Conductors / Oshodi Oke, 2018
Bois peint et hauts parleurs
The disparate nature of contemporary urban realities, shaped by migratory flows and the ongoing effects of globalisation, is at the heart of Emeka Ogboh's work.
What do we hear in this installation? A voice. Or rather the same voice divided in two, here and there. It speaks in numbers and names, in places that are everywhere, as if we were on a journey, in truth a journey of many. And yet nothing moves. As we move gently around the room, as we approach the boxes hanging like paintings on the walls, we realize that the voices are coming from there, that the black circles inside the yellow wooden boxes are loudspeakers, which we can see vibrating if we move a bit closer. Two lively, eloquent tableaux inhabited by a voice that travels from one place to another, crossing landscapes that we have to deduce from the names spoken.
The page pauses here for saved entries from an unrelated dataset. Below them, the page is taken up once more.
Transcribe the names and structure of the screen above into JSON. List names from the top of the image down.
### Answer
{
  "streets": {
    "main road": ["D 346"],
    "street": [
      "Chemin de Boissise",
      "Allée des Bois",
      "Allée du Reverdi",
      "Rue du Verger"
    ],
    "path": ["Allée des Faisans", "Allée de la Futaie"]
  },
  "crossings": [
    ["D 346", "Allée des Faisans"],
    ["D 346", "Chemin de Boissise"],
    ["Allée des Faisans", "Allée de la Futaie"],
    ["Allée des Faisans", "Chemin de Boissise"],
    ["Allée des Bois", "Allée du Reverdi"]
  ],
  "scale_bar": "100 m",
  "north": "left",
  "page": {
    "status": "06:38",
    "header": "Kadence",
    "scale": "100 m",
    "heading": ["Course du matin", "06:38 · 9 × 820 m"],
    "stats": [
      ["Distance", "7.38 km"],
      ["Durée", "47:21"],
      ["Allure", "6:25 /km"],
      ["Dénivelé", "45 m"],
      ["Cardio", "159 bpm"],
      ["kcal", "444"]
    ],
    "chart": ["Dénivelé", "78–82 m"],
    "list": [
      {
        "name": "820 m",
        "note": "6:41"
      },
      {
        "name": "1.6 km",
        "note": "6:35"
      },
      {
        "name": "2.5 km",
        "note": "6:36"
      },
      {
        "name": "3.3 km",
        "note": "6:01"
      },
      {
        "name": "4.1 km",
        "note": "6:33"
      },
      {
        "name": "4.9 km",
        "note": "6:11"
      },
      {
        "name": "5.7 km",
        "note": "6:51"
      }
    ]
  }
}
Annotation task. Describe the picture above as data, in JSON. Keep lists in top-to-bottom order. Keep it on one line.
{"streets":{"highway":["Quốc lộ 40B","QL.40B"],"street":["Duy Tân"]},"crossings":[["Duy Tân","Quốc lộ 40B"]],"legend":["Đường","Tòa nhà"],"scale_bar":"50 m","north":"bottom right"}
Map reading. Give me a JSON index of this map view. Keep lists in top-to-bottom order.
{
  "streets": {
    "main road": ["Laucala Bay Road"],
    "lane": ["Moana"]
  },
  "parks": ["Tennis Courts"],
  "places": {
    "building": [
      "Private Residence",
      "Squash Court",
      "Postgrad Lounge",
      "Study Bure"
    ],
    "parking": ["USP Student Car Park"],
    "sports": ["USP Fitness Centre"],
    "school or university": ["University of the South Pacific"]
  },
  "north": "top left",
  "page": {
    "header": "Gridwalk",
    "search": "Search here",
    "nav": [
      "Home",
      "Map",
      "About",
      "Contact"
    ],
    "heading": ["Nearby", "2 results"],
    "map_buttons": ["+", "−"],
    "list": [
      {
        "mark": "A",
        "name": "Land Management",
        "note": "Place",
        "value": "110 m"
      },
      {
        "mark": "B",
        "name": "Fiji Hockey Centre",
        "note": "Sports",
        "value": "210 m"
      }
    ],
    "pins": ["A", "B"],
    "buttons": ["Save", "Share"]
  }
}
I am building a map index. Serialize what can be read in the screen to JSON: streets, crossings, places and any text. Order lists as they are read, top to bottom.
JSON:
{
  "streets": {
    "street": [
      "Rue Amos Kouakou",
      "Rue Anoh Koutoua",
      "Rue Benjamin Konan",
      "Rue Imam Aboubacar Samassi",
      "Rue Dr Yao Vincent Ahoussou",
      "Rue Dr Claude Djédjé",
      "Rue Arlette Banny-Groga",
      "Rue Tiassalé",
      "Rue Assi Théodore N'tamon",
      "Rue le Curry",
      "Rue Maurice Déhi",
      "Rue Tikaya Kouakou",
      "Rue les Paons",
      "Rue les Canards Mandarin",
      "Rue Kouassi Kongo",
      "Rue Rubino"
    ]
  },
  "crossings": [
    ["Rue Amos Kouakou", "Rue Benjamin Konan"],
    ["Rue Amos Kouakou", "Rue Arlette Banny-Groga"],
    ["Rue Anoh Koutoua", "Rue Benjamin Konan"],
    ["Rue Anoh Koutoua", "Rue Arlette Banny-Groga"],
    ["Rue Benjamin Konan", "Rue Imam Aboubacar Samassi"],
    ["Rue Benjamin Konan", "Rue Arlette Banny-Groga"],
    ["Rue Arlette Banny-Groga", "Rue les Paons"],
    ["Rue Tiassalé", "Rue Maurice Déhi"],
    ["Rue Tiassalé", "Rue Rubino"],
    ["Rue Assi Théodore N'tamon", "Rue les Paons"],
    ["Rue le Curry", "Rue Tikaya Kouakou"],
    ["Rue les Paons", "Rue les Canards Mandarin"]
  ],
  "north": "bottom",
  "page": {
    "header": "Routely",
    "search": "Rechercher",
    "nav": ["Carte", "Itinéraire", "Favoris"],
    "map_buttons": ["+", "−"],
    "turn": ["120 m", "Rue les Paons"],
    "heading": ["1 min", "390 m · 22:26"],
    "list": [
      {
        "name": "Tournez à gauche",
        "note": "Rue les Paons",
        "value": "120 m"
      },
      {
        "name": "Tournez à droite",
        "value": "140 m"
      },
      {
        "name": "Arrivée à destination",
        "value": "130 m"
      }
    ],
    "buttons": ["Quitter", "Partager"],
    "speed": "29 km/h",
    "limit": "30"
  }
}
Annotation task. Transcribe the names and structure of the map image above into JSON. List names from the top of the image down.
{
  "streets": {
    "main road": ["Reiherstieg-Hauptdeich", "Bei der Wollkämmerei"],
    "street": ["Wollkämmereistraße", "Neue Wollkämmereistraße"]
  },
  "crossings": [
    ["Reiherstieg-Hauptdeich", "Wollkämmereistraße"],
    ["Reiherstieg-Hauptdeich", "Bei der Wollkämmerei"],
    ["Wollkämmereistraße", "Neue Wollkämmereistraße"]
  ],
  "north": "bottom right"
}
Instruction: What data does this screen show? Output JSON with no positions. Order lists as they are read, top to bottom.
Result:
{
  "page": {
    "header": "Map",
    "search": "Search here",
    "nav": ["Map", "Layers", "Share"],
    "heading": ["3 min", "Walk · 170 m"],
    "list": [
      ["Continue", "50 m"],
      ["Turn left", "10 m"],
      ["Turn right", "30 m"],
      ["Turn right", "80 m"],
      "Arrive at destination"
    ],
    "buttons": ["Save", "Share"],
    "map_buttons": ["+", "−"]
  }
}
On either side of the central circles, two parallel black lines divide the yellow wooden boxes in half. This is the distinguishing feature of the Danfo buses that run between Lagos, Nigeria’s capital and a megalopolis port. The voices are those of bus conductors calling out routes and stops. And we understand that these voices are our guide on this motionless journey. The names of the places being called out are the stages of the journey inside Lagos, their intertwined lines secretly mapping the city. For those from elsewhere, they are words in a foreign language, Yoruba, but if we linger long enough, the meaningless chain becomes a litany, an involuntary case of sound poetry – Bernard Heidsieck’s La Poinçonneuse suddenly comes to mind, and the stations of the Paris metro are superimposed on those of the Danfo buses.